Le mécontentement et la méfiance se peignent sur toutes les figures ; les murmures éclatent partout. « On perd la tête[2], cela ira furieusement mal, » dit un officier supérieur. « Bientôt, dit Kalkreuth, nous compterons non plus par jours, mais par heures. » Le roi s’enferme et ne veut voir personne. On ne s’aborde que les larmes aux yeux. « Ce qu’il y avait de désolant, c’était l’ignorance profonde dans laquelle on se trouvait sur les projets et les mouvemens de l’ennemi[3]. On ne savait pas même quelle direction donner à ses craintes. Le soir, une députation d’officiers vient trouver Kalkreuth. « Le roi, disent-ils, ignore l’état des choses, le duc de Brunswick ne sait absolument plus ni ce qu’il fait, ni ce qu’il veut faire, ni où il est, ni où il va ; son projet de camp, son mouvement rétrograde sont une faute sans remède, il s’est brouillé à propos de cette mesure avec son confident habituel Scharnhorst. Le roi a perdu déjà la moitié de la couronne ; il perdra incessamment l’autre

  1. Les choses se passèrent ainsi à Metz le 6 août. « Au moment même où avait lieu le combat de Spickeren (6 août, général Frossard), se livrait la terrible bataille de Reichshoffen ; le corps du maréchal de Mac-Mahon y était anéanti et entraînait dans sa déroute celui du général de Failly. La Lorraine et l’Alsace étaient envahies à la fois, et deux armées prussiennes qu’allait suivre une troisième marchaient de concert pour se réunir de ce côté-ci des Vosges. » — Metz, p. 50.

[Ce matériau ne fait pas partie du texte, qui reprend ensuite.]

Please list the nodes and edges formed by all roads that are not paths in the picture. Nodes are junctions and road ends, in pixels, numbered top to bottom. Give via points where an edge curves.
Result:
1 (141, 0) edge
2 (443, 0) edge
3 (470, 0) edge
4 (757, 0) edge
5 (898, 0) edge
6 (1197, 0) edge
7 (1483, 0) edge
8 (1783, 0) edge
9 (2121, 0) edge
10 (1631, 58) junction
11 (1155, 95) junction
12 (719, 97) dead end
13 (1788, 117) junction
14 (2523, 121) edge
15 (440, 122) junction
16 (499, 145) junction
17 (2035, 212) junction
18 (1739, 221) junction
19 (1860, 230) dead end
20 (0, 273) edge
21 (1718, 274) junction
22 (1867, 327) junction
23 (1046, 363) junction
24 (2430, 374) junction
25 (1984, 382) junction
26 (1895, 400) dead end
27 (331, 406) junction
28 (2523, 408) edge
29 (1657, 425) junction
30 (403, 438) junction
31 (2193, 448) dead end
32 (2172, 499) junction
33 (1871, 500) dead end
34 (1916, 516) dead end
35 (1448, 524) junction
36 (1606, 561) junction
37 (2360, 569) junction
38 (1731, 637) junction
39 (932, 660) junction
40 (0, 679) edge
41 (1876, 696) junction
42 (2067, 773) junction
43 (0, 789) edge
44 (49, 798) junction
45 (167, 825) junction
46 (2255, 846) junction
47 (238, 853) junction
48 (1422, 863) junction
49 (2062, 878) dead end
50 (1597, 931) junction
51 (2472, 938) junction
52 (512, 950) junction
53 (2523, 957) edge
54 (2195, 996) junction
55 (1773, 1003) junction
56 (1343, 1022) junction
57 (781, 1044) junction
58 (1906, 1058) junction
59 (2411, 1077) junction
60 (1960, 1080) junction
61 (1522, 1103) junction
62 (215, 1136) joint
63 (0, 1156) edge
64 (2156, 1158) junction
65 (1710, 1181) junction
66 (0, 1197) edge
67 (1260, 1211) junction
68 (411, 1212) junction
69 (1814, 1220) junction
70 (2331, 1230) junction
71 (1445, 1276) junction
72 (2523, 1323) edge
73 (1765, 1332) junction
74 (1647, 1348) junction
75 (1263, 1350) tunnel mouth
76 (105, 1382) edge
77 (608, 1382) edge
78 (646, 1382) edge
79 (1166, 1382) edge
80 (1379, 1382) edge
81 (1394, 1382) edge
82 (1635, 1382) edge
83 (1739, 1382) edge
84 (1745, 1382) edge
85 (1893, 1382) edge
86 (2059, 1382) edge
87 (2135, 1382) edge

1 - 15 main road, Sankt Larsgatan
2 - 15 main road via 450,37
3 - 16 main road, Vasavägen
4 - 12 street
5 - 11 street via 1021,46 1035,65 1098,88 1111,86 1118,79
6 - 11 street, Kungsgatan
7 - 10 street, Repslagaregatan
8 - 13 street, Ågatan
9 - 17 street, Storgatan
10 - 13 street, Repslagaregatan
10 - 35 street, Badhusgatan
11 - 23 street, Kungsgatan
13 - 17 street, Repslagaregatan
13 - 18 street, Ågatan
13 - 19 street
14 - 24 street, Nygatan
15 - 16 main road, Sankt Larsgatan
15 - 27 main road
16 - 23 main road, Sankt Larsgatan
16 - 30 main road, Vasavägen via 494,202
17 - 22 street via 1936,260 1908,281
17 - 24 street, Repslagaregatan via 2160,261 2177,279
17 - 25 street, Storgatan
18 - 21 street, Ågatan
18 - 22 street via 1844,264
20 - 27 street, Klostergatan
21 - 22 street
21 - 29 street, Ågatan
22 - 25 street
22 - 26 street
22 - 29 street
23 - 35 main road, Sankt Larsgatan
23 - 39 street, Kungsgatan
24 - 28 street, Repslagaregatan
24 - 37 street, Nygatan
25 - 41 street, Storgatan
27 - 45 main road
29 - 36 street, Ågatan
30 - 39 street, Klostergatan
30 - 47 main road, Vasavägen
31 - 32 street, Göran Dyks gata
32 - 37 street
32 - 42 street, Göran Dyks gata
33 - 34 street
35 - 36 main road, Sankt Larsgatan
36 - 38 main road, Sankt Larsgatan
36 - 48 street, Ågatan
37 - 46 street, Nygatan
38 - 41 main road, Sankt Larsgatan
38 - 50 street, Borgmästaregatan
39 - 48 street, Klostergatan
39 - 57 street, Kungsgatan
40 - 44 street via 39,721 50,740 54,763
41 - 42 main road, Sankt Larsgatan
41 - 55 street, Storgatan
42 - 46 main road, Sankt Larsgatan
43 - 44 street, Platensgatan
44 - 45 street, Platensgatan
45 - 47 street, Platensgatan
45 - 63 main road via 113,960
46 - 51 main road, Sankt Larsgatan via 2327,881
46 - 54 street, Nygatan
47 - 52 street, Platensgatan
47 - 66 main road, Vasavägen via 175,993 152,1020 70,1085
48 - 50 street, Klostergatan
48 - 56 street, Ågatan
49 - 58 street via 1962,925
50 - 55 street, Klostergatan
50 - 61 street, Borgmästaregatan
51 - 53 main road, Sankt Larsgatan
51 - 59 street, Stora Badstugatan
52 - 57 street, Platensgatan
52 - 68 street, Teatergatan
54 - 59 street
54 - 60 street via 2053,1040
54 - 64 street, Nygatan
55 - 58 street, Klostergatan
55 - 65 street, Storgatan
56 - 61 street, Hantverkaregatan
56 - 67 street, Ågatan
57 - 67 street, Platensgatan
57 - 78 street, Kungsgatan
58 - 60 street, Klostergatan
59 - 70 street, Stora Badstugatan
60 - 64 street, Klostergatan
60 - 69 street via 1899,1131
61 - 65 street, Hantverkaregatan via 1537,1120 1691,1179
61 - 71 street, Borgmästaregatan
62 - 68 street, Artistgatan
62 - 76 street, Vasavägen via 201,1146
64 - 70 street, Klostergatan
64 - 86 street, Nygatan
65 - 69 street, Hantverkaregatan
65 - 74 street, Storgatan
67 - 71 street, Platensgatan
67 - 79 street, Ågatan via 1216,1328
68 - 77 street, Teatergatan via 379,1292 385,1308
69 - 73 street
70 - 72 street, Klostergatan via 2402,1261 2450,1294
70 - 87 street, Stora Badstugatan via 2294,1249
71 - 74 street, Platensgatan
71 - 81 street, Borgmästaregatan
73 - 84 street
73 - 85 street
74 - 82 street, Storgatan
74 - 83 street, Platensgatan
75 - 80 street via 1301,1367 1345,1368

  2. « Ces désastres simultanés avaient atterré le quartier-général, où l’on ne savait plus que faire en présence d’une situation presque perdue au début… Le spectacle auquel l’armée assista pendant les quelques jours qui suivirent aurait suffi à lui seul pour la démoraliser à jamais. » — Id.
  3. « Après le petit combat de Sarrebrück, qui méritait à peine les honneurs d’un bulletin, on retrouve les mêmes faiblesses, les mêmes incertitudes, le même manque de décision et d’énergie. On ne s’occupa pas davantage de savoir où était l’ennemi, ni ce qu’il faisait ; sa présence était-elle constatée, on se gardait bien de l’aller chercher, et l’on vécut ainsi au jour le jour, en attendant les événemens, sans vouloir rien prévoir. » — Id., p. 28.